Fins de Junho
Em 24 de Junho de 1945, na Mata, a minha mãe fez nove anos, e ao lado de casa, ao lado da mercearia e do café do Maneco, a fonte foi engalanada para celebrar o dia de São João, numa festa simples que entusiasmava a criança que ela era e hoje lhe dá uma memória terna.

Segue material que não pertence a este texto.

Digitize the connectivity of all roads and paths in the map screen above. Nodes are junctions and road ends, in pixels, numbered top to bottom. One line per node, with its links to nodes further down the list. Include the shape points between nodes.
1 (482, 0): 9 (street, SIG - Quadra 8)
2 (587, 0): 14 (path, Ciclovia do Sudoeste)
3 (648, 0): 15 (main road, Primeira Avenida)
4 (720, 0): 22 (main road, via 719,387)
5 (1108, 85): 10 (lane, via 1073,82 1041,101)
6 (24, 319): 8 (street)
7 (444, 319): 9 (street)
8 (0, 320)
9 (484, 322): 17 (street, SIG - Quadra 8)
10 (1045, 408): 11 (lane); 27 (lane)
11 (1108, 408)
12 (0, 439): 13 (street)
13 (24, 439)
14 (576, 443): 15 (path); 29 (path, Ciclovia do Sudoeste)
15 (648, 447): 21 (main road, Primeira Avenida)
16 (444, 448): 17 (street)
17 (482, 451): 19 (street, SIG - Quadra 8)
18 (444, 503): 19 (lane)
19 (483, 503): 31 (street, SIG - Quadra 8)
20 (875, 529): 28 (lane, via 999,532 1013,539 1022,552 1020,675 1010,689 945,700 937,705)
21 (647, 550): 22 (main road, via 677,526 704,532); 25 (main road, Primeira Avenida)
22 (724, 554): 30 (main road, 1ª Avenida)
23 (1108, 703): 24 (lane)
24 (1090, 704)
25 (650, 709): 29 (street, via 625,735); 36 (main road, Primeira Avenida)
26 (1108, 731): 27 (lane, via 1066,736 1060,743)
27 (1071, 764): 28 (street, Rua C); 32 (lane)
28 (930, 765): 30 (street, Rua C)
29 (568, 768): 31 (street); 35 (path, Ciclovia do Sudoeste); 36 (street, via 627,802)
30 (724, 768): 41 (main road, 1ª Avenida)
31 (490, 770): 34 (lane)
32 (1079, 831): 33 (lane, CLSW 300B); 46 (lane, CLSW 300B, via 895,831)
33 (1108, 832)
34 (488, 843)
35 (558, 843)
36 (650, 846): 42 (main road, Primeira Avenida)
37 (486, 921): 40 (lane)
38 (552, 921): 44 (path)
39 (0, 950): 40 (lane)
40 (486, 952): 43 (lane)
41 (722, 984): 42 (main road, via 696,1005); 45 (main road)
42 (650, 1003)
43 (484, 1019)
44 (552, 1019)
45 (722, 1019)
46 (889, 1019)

Nesse mesmo dia, em Portalegre, José dos Reis Pereira escrevia a sua mãe, feliz por ela ter passado bem o dia de aniversário, com muitos doces e sem as atribulações da doença. O tempo, em Portalegre, «estava muito variável». Ele explica: «Ora calor, ora frio, ora trovoadas, ora ventanias, tudo isto com excesso. Chuva é que muito pouca, de modo que só a uma certa hora do dia corre água das torneiras.» As aulas haviam terminado, e José, Régio para os seus leitores, aproveitou os dias de férias antes dos exames para trabalhar nos romances e nas peças de teatro, e talvez para procurar antiguidades nas redondezas. Ainda pensou ir a Évora, onde o São João era festejado com «uma grande feira», mas resignou-se a ficar em casa. Em breve, nas férias de Verão, iria reencontrar a mãe, o pai e toda a família em Vila do Conde.
Antes que o mês acabasse, Salazar encaminhou-se, creio que de automóvel, para o Vimeiro, onde planeava comprar mais uma terra de lavoura. Franco Nogueira, o seu biógrafo, diz que ele passou o tempo em «passeios a pé», «longas conversas com o Ilídio», «visitas a Papízios ou ao Rojão», «idas ao Caramulo», onde participou em «merendas ao ar livre com os Lacerdas e em que leva o seu farnel próprio». As preocupações políticas não lhe travavam o ímpeto de lavrador. Adquiriu, por 1500 escudos, «uma terra de semeadura, de sequeiro, com olival, sito à Eira do Mocho, a Aldrógãos». As irmãs, porém, já não tratavam das propriedades dele com o mesmo zelo. Os lameiros e pinhais estavam em desalinho e não achou caseiro que lhe agradasse. Um cunhado tornara-se crítico do salazarismo e uma irmã escrevia cartas a mover influências por conta da sua relação familiar com o presidente do Conselho. Franco Nogueira enumera tantas preocupações e arrelias que quase fico com pena do António, coitado, tão bom e tão incompreendido.
O mês de Junho não terminou sem que, nas traseiras da página quatro, embora num destaque de anúncio, o jornal A Voz Desportiva publicitasse, para o domingo seguinte, o Circuito da Curia: «60 voltas ao Parque da Curia pelos melhores ases nacionais», «organização do Sangalhos Desporto Clube e o patrocínio do nosso jornal». Os conimbricenses interessados pela prova de ciclismo, protegidos pela sombra do arvoredo, refrescados pela proximidade do lago, poderiam tomar o comboio das 10 ou o das 14 horas. O regresso também estava garantido.